One November afternoon, Ruth’s owner was sitting in the kitchen talking on the phone; she was in front of the sliding glass doors watching the mules eat. Ruth/Chewy is standing up behind a tree sleeping in the sun. When all of a sudden, he looks like he’s trying to do a somersault. Desperately trying to get his feet under him and falling on his face! Ruth fell while sleeping! Goofy mule! No worries, Ruth is fine. Funny though, Ruth was looking around to see if anyone saw him fall. Make a note, mules do not like feeling embarrassed. please

Now, Ruth Chewy is healed up and his young owner trained Ruth to rear up while he was on his back! Ha! Trigger has nothing over this mule! Tom and Ruth are inseparable. Ruth’s new life is very enriched and has moved up the social ladder. Yes, it’s amazing…bring a mule into your life and they insist on being included with all the social affairs. That was when Tom decided that Ruth needed to go caroling with him at Christmas time, in their local town. Hearing this, made me feel warm and fuzzy for Ruth Chewy. They say Ruth was amazingly cordial according to the manual written on mule standards for social graces. Kids running everywhere, cameras flashing, Christmas lights on the equines and houses and some were flashing. Vehicles between ours and the ranger and local traffic. Tom was in heaven riding his own mule to show off to the towns people.
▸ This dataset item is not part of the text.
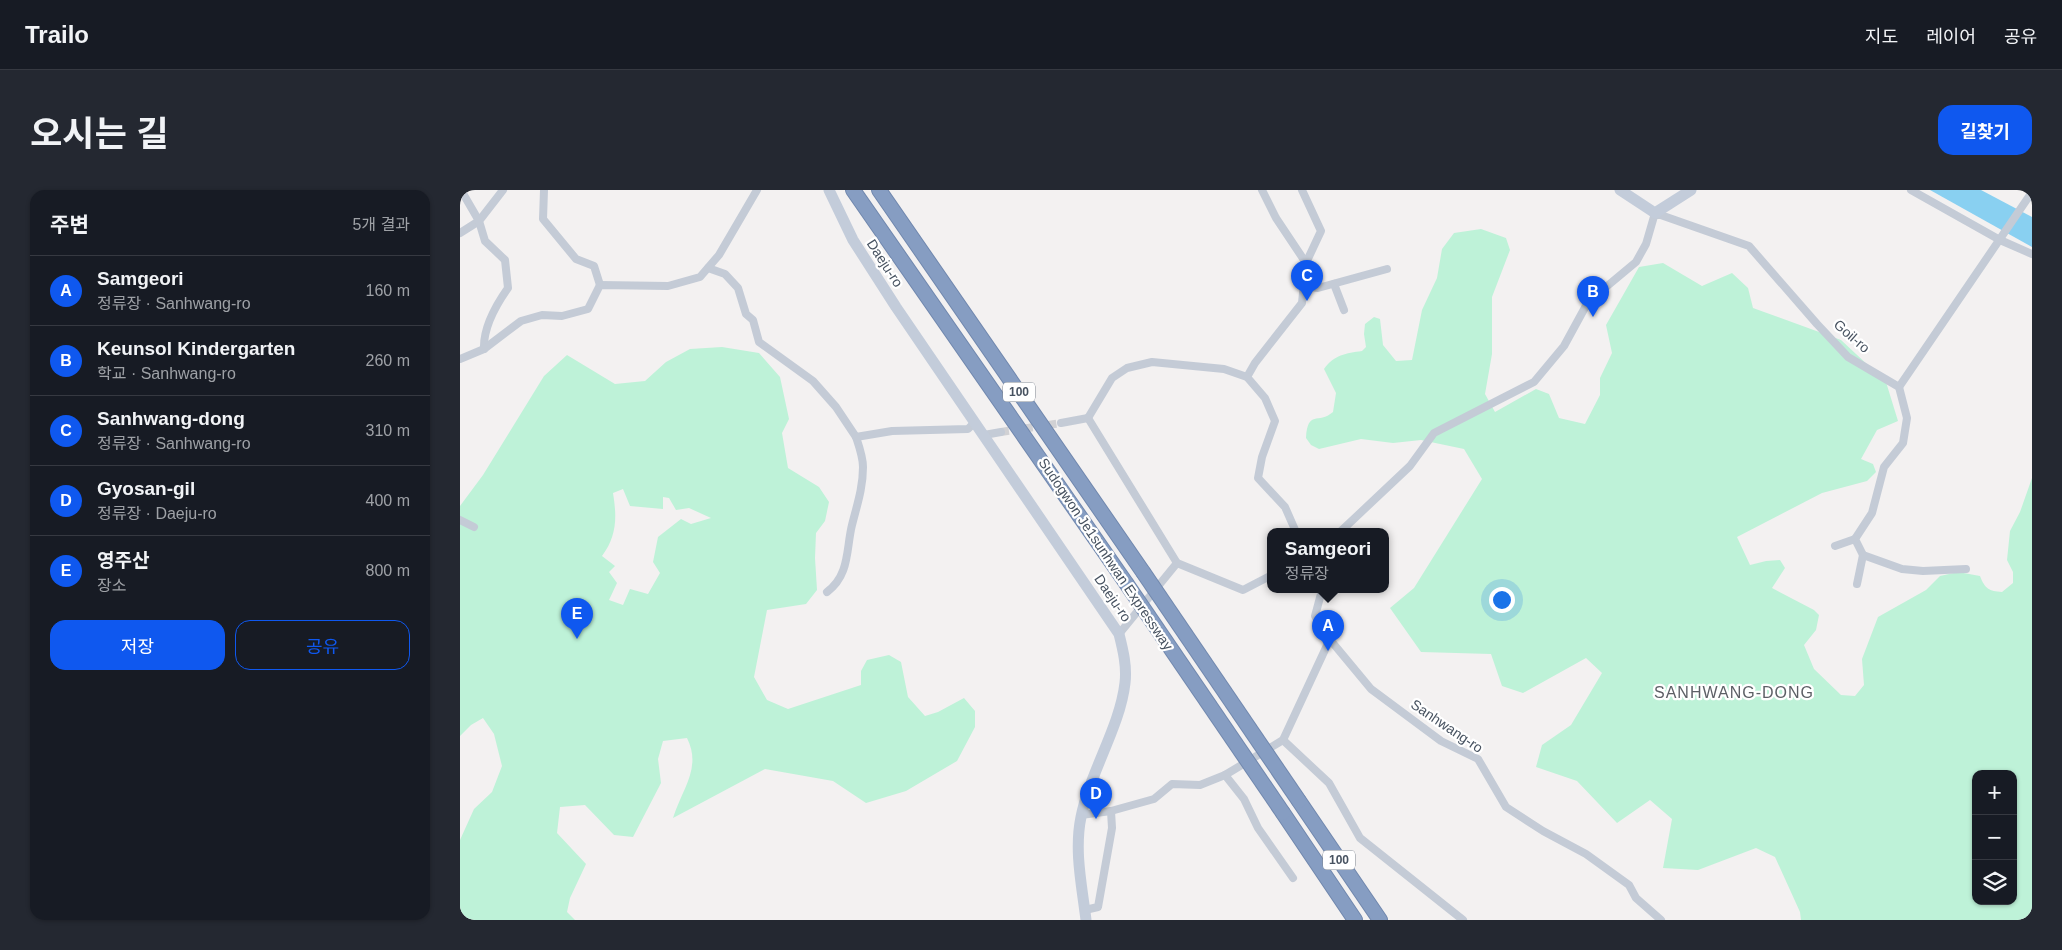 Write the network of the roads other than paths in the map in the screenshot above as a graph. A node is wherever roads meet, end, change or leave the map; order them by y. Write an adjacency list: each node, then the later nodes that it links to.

Needless to say,…Ruth was beaming too.

So, there is something to be learned here…every mule has a purpose…ugly mules need love too…never leave a family member home alone…and Ruth Chewy lived happily ever after.

Author: Cindy K Roberts

Cindy K. Roberts has a lifetime experience with training horses and mules; riding the family pony at age 2 was the beginning. Her grandfather, Lieutenant Wilton Willmann a sharpshooter and muleskinner of the U.S. Army Cavalry (stationed in Fort Riley, Camp Perry, Fort Leavenworth circa 1924) gifted her with the insight on mules; and the desire to study and work with them. Shooting firearms and working with horses and mules was desired and expected in the family. Cindy is host of Mule Talk! The podcast about mules. She enjoys the western way of life, educating new mule owners in working with their own mules, hosting mule events, and documenting her own adventures in keeping the cowgirl spirit alive.